The American cannabis chain Harvest Health & Recreation announced an acquisition today that could make it the industry’s largest retail license holder—with the right to open 123 retail dispensaries across 16 states and territories. Its Canada-listed stock jumped 18% on the morning’s news, to 10.15 Canadian dollars (US $7.57) on the Canadian Securities Exchange.
As cannabis restrictions fall in one state after another, a half dozen companies are racing to become the Starbucks of legal weed. Like Harvest, they must list their stocks in Canada, or with the OTC Markets Group , because the NYSE and Nasdaq won’t accept them as long as cannabis remains federally illegal.
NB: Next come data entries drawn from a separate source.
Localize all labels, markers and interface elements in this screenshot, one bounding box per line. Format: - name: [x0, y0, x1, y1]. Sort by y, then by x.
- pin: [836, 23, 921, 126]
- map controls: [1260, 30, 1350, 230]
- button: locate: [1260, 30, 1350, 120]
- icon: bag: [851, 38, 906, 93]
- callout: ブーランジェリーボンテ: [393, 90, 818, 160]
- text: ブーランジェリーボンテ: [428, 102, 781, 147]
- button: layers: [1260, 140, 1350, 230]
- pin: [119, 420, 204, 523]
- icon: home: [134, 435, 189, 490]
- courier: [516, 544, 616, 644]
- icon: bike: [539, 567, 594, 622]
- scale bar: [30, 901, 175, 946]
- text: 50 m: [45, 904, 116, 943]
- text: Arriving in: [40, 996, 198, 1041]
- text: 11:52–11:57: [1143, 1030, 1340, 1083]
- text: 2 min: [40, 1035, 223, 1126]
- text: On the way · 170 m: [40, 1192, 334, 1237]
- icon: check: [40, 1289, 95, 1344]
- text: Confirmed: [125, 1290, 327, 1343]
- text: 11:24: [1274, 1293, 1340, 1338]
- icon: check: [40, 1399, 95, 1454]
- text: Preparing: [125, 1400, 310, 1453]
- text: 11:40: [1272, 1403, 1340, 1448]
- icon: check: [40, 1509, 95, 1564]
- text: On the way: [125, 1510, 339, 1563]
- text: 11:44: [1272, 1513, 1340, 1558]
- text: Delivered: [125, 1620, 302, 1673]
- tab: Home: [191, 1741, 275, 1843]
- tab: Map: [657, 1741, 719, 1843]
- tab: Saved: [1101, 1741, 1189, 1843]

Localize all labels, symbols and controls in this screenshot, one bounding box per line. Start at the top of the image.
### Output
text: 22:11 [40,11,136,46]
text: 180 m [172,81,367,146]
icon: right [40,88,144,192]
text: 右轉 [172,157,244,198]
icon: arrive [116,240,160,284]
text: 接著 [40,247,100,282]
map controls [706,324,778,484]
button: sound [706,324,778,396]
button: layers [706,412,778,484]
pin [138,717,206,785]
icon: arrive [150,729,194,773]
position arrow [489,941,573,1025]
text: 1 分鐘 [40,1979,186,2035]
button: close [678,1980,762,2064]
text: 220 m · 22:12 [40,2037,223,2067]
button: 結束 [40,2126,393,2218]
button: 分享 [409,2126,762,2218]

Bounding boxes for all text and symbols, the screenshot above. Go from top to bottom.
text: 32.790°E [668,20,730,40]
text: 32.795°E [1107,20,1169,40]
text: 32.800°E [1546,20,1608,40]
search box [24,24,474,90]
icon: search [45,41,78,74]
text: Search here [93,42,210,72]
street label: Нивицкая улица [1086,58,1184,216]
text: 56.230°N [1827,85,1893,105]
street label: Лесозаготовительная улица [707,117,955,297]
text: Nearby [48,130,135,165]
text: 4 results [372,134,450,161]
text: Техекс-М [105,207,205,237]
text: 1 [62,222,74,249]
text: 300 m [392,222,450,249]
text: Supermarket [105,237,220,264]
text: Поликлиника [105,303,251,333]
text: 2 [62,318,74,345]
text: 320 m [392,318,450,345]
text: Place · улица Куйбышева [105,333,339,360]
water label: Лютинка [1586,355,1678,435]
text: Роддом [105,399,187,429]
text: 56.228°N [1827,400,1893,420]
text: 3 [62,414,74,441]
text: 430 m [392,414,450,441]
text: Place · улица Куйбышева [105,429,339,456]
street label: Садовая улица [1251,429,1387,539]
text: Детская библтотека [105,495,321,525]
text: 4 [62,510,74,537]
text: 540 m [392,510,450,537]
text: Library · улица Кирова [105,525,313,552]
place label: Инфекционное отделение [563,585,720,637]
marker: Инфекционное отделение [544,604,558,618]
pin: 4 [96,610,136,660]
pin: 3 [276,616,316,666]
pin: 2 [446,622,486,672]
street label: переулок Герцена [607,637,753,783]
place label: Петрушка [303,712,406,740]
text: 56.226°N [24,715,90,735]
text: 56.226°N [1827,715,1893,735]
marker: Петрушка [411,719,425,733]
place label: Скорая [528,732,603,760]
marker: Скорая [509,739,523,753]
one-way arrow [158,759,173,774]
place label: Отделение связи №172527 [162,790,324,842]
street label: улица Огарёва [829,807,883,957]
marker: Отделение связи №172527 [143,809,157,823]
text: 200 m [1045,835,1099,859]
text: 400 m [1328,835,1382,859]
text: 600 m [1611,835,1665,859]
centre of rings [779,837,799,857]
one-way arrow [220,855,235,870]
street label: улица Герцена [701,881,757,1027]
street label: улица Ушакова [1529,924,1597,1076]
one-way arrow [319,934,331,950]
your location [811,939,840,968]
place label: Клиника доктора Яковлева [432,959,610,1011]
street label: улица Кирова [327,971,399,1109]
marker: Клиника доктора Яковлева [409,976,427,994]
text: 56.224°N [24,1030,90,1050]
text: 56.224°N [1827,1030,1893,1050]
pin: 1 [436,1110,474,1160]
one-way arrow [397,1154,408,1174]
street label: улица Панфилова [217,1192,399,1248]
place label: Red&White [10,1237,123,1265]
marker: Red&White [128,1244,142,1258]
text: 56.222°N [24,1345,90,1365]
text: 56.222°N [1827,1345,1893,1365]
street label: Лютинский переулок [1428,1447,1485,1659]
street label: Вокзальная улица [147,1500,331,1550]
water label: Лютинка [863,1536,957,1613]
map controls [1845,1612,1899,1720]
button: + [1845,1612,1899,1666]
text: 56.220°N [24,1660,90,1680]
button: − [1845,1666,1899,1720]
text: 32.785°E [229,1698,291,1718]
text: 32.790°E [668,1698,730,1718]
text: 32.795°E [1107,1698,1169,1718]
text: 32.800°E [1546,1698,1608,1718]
The Phoenix-based Harvest (OTC ticker: HRVSF) will buy the privately held operator Verano, which is headquartered in Chicago, for stock that the companies valued at $850 million. Verano brings with it licenses for 37 retail locations and seven cultivation facilities. The acquisition announcement said that Verano is cash-flow positive.
“It’s a real big deal,” Harvest chief executive Steve White told Barron’s, “particularly if you’re concerned about profitability.”
The merger will add retail outlets in states where Harvest or Verano already have cultivation facilities, thereby enhancing the group’s margins.“We were profitable in Arizona. Then we became profitable in Nevada. Then we became profitable in Maryland and Pennsylvania,” said White. “So far, there hasn’t been a state where we haven’t been able to turn profitable quickly.
Verano also has a proprietary technology for extracting cannabis ingredients at pharmaceutical grade levels, said the companies.
“The combination with Verano fits perfectly with our vision of creating the world’s most valuable cannabis company,” said Jason Vedadi, Harvest’s executive chairman, in the release. Verano executives said they’d considered some of the largest players in the industry, before choosing Harvest as their acquirer.
The companies plan to discuss the deal in a conference call this afternoon.